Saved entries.
........
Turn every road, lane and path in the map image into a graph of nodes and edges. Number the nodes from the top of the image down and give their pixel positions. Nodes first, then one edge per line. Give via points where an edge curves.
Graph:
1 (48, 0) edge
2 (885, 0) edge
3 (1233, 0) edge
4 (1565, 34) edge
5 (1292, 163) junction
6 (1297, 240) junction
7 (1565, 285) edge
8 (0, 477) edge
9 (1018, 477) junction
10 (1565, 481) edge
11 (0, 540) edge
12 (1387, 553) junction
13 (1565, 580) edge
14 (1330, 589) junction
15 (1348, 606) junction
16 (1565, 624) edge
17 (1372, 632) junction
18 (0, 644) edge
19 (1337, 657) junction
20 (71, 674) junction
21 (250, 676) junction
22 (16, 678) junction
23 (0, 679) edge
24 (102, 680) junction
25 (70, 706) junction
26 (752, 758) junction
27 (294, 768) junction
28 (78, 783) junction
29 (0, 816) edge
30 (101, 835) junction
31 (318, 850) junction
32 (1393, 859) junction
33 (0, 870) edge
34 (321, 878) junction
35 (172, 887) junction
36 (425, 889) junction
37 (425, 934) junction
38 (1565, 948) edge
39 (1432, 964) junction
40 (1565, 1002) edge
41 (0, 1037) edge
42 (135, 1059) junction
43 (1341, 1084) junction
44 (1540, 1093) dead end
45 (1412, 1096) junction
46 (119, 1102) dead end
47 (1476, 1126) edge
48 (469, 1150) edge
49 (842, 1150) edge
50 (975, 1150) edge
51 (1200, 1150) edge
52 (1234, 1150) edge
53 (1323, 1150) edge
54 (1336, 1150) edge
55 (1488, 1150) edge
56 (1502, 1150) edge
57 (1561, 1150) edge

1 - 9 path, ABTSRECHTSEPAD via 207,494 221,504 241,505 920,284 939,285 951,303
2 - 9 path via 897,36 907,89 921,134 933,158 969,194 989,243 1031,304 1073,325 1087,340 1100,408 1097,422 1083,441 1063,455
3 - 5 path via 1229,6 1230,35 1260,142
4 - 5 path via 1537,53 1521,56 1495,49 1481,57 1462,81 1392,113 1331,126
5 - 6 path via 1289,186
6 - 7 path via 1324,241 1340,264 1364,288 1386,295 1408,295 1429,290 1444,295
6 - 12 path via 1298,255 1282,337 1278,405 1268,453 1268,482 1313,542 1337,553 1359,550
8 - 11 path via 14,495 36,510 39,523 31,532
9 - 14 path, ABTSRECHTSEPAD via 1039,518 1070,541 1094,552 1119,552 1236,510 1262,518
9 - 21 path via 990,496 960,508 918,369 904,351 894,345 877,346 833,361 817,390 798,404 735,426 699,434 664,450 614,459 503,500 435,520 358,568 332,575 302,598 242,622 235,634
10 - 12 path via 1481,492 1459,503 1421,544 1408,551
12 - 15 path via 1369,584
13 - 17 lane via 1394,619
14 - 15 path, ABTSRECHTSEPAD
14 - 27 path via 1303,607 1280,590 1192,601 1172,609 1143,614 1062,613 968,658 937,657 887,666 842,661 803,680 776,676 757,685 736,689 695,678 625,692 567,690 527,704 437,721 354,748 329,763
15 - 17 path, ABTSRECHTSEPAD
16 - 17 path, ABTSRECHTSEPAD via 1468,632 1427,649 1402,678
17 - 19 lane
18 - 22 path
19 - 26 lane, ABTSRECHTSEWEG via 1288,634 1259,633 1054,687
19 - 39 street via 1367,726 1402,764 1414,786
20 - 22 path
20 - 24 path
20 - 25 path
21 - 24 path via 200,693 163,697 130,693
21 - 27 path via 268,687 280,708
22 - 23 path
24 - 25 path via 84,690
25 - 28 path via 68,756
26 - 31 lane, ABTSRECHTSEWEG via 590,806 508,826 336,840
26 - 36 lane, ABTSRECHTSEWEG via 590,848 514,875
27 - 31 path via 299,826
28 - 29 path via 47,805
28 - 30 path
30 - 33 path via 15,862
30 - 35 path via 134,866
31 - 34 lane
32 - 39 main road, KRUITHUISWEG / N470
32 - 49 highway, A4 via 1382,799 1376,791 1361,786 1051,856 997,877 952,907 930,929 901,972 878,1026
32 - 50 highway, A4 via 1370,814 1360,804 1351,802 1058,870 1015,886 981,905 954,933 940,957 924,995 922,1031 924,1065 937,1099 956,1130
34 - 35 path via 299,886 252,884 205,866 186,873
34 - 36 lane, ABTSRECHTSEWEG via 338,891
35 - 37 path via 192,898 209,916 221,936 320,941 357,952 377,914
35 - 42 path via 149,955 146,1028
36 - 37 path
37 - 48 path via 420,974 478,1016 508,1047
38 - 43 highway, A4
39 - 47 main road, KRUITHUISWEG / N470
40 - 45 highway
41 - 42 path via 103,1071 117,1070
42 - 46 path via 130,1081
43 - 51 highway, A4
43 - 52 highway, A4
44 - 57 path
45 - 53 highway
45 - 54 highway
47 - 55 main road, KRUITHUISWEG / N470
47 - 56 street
........
What needs to be done.
Find all lines holding the word "ABTSRECHTSEWEG" in the records above and copy them.

Reply.
19 - 26 lane, ABTSRECHTSEWEG via 1288,634 1259,633 1054,687
26 - 31 lane, ABTSRECHTSEWEG via 590,806 508,826 336,840
26 - 36 lane, ABTSRECHTSEWEG via 590,848 514,875
34 - 36 lane, ABTSRECHTSEWEG via 338,891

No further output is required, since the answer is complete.